When IDR Affects You as a Patient

While IDR is primarily a provider-insurer process, it can affect you in several ways:

  • If a provider tries to bill you directly for the disputed amount during the IDR process, this is likely a violation of the No Surprises Act. Report it to CMS.
  • If your insurer underpays and the provider sends you a balance bill, you are protected. Contact your insurer and file a complaint.
  • If you are uninsured or self-pay, the patient-provider dispute resolution process gives you a direct way to challenge bills that exceed the Good Faith Estimate.

IDR by the Numbers

Since the IDR process launched, over 300,000 disputes have been filed. The majority involve emergency services, anesthesiology, radiology, and pathology, the specialties where surprise billing was most common.
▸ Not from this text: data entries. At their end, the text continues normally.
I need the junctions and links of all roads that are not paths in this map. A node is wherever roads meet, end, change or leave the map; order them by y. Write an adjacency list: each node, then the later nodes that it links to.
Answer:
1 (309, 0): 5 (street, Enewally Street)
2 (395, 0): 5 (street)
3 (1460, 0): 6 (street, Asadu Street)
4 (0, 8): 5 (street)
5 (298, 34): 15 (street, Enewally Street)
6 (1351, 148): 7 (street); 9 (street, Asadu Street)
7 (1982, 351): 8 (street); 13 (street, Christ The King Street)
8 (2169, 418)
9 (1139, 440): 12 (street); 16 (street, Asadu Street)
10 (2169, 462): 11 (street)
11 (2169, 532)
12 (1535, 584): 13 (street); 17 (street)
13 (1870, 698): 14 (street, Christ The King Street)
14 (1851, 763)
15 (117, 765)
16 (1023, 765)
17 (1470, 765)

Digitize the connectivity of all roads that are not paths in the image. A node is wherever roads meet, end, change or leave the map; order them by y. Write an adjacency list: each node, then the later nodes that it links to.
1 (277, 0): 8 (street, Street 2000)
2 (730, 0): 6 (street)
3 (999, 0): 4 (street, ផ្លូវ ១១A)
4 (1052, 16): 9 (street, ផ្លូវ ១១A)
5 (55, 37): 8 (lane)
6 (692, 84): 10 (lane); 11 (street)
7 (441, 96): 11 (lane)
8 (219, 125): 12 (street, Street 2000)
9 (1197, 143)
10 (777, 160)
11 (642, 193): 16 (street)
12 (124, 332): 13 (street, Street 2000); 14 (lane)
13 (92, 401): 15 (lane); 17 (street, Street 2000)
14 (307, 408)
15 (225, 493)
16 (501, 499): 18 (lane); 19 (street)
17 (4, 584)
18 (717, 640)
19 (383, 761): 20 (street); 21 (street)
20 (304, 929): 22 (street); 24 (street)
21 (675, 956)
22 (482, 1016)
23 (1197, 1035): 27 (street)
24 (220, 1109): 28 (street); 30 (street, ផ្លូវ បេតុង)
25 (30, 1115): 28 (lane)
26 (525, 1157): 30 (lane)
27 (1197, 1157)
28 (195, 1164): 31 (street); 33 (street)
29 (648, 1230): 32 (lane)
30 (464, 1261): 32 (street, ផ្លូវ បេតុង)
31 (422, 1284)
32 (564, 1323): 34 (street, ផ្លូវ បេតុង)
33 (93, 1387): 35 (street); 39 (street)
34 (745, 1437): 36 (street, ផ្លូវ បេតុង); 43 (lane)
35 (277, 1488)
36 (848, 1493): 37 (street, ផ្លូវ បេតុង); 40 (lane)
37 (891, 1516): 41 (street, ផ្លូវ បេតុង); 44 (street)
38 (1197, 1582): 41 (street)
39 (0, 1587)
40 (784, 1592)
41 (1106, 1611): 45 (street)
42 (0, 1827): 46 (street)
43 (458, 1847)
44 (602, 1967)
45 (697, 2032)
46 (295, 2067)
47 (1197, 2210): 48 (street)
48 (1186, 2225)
Early data shows that IDR outcomes have been roughly split between providers and insurers, suggesting the process is working as intended to find a fair middle ground.

Protecting Yourself

The most important thing to remember: the IDR process exists so that you do not have to be caught in the middle of provider-insurer payment disputes. If a provider tries to involve you in a billing dispute for emergency or protected out-of-network services, cite the No Surprises Act, refuse to pay more than your in-network cost-sharing, and report the violation.